Road salt pollution
© UnknownRoad salt pollution
Minneapolis - Many urban streams have become salty enough to harm aquatic life, largely because of salt used for deicing roads in the winter, according to a new government study released Wednesday.

The U.S. Geological Survey studied urban streams and groundwater for levels of chloride, a component of salt, in 20 states spanning from Alaska to the Great Lakes and Northeast.

It found chloride concentrations above federal recommendations designed to protect aquatic life in more than 40 percent of urban streams tested. The highest levels were measured in those streams during the winter - as much as 20 times the federal guidelines - when salt and other chemicals are commonly used for deicing.

The problem was less serious in groundwater, and fewer than 2 percent of the drinking-water wells sampled had chloride levels higher than federal standards for human consumption. Chloride levels generally were much higher in urban than rural areas.

High chloride levels can slow plant growth, impair reproduction and reduce the diversity of organisms in affected waters. It also can affect the taste of drinking water drawn from them.

Matthew Larsen, the federal agency's associate director for water, said road safety is a top priority when state and local officials decide to use salt.

"And clearly salt is an effective deicer that prevents accidents, saves lives, and reduces property losses," Larsen said in a statement accompanying the report. "These findings are not surprising, but rather remind us of the unintended consequences that salt use for deicing may have on our waters."

For those reasons, Larsen noted, transportation officials continue to develop innovations that reduce the need for road salt without compromising safety.

The study found the rising levels were consistent over the last two decades with more use of road salt and the expansion of road networks and parking lots that get deicing.

Some of the highest concentrations of chloride were found in two creeks in the Twin Cities and four creeks in suburban Chicago, but Lincoln Creek in Milwaukee exceeded the federal guidelines the most out of all the streams cited in the study.

The findings are consistent with several other studies that blamed road salt, and its increased use, for water quality problems in streams and aquifers.

A University of Minnesota study published in Science of the Total Environment last year linked increasing salinity in Twin Cities lakes to increased use of road salt in their watersheds. Another study by some of the same researchers this year found those waters were getting saltier because most of the salt was being retained in the watersheds instead of being flushed down the Mississippi River.

And a 2005 study in the Proceedings of the National Academy of Sciences said chloride concentrations were increasing in many surface waters in the northeastern states at a rate that threatened to render them undrinkable and toxic to freshwater life.

Eric Novotny, a researcher who worked on both the Minnesota studies, said certain species, mostly bugs at the beginning of the food chain, are typically the first affected by rising chloride levels. Either they're killed outright or it affects their reproduction, reducing biodiversity among less tolerant species, which can have consequences farther up the food chain.

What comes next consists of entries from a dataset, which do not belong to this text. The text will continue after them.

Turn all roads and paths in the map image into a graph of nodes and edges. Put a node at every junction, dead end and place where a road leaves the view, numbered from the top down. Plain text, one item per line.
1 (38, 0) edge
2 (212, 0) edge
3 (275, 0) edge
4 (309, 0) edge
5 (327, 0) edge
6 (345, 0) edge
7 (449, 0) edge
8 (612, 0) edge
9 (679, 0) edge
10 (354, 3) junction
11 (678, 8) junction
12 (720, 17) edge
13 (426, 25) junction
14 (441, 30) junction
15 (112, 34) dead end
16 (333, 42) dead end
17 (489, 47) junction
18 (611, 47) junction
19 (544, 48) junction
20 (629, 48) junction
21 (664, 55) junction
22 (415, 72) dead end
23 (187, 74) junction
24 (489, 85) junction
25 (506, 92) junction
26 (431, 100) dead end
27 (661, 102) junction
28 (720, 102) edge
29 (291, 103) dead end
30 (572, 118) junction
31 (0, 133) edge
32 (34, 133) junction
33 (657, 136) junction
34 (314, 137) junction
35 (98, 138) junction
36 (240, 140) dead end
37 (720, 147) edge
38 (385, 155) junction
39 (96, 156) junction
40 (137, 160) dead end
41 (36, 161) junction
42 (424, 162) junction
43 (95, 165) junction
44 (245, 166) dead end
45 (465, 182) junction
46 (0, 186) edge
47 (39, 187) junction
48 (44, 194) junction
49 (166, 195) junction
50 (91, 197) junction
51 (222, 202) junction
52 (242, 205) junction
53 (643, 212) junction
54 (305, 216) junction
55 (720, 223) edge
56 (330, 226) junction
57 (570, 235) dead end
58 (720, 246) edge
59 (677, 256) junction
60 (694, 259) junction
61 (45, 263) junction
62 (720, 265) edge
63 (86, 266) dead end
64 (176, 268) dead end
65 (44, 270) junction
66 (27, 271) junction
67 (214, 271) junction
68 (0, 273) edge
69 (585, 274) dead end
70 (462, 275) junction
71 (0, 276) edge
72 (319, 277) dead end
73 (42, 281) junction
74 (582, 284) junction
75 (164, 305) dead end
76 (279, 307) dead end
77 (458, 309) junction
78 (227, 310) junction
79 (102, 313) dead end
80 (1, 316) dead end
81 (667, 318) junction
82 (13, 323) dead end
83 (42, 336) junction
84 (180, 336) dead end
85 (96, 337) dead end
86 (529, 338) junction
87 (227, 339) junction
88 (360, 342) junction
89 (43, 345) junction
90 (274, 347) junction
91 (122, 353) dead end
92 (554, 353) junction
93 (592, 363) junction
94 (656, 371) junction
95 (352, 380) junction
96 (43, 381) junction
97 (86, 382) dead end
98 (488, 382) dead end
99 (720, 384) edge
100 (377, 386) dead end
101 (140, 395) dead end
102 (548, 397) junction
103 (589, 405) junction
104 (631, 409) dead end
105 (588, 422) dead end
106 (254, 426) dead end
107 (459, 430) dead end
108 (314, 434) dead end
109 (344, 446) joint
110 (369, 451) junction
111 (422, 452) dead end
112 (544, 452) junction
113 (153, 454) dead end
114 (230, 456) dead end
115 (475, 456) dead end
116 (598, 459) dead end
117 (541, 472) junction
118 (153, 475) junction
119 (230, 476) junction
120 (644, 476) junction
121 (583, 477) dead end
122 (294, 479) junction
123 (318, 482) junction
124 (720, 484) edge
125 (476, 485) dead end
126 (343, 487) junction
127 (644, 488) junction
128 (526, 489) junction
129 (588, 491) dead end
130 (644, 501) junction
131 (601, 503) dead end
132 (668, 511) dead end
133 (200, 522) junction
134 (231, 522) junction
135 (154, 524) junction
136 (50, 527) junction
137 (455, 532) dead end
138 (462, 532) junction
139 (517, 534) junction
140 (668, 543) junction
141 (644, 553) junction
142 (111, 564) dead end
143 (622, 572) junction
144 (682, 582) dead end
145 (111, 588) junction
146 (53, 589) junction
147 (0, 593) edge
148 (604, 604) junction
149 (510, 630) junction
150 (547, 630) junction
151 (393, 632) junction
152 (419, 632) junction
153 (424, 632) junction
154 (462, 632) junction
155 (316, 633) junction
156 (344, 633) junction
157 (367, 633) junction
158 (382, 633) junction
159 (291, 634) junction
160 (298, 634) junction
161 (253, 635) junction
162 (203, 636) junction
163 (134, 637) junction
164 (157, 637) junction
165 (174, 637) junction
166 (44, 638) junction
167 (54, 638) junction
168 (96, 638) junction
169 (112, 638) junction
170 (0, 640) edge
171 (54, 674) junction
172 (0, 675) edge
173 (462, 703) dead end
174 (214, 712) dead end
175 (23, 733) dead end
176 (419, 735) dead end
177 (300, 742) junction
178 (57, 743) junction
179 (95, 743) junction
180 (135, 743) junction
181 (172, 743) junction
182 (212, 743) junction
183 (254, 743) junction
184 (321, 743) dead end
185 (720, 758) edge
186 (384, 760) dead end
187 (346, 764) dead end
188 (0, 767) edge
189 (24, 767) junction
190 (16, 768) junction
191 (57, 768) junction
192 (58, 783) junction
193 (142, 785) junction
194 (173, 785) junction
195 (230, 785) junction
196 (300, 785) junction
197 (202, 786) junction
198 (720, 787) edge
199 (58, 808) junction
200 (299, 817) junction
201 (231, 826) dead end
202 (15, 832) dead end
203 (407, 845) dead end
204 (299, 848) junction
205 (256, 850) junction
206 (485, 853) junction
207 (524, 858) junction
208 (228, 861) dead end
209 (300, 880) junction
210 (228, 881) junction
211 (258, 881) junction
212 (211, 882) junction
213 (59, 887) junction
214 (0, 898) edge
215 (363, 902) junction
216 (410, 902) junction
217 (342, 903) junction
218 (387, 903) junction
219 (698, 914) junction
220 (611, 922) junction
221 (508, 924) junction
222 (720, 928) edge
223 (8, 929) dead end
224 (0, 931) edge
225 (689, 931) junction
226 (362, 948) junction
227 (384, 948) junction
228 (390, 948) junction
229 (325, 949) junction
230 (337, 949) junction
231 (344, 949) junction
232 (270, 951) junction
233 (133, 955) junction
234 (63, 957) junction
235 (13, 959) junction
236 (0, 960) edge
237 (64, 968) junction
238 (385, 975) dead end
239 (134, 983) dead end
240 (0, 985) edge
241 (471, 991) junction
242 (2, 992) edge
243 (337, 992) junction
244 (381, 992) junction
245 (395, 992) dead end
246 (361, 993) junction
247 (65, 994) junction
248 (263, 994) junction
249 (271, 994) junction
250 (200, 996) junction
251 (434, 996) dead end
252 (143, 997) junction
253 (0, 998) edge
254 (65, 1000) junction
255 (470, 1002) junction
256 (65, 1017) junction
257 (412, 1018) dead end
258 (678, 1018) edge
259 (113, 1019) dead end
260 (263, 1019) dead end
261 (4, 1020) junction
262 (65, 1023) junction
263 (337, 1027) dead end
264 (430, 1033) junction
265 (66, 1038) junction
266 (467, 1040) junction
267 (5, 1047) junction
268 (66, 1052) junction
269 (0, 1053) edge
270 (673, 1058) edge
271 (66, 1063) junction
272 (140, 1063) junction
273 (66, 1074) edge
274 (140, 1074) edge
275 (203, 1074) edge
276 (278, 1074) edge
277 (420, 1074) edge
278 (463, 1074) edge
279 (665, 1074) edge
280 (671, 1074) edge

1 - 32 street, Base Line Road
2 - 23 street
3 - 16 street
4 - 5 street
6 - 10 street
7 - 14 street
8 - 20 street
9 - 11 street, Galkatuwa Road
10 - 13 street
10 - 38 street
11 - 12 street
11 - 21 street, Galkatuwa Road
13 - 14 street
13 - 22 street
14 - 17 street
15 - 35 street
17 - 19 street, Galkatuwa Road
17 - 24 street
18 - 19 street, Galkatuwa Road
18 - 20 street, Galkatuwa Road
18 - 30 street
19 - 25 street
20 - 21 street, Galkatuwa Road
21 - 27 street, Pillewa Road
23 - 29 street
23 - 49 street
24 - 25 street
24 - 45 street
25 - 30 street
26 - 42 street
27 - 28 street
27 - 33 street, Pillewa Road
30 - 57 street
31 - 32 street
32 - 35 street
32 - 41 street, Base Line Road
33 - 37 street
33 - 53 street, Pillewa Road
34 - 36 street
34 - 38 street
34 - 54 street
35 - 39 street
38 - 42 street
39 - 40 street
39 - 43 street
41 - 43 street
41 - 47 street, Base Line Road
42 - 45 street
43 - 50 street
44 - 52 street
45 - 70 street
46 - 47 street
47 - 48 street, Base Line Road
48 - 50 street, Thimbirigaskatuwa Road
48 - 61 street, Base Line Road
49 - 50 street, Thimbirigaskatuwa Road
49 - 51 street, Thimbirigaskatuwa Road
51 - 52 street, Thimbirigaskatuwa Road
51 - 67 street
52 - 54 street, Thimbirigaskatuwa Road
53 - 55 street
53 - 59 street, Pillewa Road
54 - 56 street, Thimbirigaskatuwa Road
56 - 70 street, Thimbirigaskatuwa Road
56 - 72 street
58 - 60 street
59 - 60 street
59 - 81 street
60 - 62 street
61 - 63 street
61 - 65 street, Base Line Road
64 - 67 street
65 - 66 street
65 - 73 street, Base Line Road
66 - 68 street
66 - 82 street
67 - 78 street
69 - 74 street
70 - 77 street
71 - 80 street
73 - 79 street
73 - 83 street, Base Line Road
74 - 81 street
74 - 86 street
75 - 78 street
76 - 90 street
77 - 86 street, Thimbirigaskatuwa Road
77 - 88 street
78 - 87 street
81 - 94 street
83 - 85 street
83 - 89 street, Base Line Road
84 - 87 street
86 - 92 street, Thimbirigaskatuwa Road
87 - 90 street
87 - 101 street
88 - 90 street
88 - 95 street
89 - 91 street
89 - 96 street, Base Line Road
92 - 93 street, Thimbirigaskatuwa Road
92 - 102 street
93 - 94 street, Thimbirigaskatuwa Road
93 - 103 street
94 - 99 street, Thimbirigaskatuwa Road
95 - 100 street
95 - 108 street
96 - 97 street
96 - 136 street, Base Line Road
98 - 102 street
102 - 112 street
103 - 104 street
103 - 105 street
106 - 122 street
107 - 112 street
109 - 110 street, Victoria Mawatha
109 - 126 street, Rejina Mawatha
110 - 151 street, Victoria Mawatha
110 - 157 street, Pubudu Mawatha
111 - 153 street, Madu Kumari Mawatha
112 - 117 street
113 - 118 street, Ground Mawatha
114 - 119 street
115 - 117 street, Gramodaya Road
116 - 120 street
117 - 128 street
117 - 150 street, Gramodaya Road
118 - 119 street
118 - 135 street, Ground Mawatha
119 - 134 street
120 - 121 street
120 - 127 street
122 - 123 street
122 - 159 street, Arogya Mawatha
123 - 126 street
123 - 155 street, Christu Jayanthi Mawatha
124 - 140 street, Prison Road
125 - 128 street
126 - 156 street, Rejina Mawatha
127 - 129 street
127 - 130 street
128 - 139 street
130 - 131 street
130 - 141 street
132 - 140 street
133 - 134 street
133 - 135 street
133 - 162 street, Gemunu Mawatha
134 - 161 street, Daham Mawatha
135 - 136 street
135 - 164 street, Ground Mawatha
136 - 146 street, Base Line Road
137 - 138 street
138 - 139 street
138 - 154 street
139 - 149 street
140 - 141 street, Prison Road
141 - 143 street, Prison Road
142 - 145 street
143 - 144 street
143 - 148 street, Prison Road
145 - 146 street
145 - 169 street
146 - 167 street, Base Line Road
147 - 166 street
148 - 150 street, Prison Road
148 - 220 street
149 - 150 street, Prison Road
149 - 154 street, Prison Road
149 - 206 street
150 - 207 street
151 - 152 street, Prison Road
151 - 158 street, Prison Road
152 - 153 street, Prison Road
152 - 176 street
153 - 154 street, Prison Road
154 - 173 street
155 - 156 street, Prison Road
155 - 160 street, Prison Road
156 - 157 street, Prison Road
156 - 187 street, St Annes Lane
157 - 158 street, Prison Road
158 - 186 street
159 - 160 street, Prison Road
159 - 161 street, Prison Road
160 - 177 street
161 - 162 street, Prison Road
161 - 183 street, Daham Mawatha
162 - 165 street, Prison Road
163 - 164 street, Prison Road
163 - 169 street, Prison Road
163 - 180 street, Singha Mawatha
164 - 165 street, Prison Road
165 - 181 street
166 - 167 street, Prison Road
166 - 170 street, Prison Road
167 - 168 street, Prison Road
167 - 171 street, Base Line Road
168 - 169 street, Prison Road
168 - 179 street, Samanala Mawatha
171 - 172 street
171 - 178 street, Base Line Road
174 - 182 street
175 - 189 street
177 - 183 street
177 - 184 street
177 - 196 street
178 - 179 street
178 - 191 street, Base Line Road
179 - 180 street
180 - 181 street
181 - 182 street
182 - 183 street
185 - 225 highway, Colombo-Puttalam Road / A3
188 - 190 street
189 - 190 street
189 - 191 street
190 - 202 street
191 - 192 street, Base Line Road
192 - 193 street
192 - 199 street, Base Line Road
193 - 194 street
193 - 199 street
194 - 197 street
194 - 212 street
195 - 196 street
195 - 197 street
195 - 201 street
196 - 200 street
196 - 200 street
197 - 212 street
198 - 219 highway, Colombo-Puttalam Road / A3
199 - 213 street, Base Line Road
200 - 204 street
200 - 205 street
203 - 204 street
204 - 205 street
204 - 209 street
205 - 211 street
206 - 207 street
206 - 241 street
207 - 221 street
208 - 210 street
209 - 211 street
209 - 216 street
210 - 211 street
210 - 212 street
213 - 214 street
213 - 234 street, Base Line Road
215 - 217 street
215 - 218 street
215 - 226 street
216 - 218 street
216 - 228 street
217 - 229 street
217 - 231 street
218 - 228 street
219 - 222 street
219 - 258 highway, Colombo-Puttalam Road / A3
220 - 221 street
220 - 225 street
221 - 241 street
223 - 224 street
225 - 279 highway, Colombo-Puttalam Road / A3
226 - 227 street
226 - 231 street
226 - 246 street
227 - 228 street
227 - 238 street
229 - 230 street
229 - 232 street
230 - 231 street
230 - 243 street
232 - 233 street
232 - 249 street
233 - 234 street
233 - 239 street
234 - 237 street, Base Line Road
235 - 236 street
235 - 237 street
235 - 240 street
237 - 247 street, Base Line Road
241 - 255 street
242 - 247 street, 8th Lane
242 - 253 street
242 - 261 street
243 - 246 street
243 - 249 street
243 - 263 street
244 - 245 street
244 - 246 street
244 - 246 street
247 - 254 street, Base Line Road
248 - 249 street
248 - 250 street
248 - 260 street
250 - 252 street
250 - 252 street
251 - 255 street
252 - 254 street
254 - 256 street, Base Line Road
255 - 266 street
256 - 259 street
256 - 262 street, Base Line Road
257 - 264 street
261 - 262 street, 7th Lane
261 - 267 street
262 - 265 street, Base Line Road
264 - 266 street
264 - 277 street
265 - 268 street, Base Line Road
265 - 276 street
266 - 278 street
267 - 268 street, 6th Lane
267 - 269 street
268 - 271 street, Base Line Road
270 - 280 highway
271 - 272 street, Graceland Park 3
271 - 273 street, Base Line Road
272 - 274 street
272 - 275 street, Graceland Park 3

Besides road salt, other sources of chloride include wastewater treatment plants, septic systems, water softeners, farms and more salt leaching from landfills, as well as natural sources.

The states included in the study were Alaska, Washington, North Dakota, Nebraska, Iowa, Illinois, Indiana, Michigan, Minnesota, Wisconsin, Ohio, Pennsylvania, Rhode Island, Vermont, New Hampshire, New Jersey, New York, Connecticut, Massachusetts and Maine.

The study looked at data from 1,329 wells in 19 states and 100 surface water basins in 15 states. Because those two data sets don't perfectly overlap, the number of states is actually 20, said John Mullaney, the study's lead author.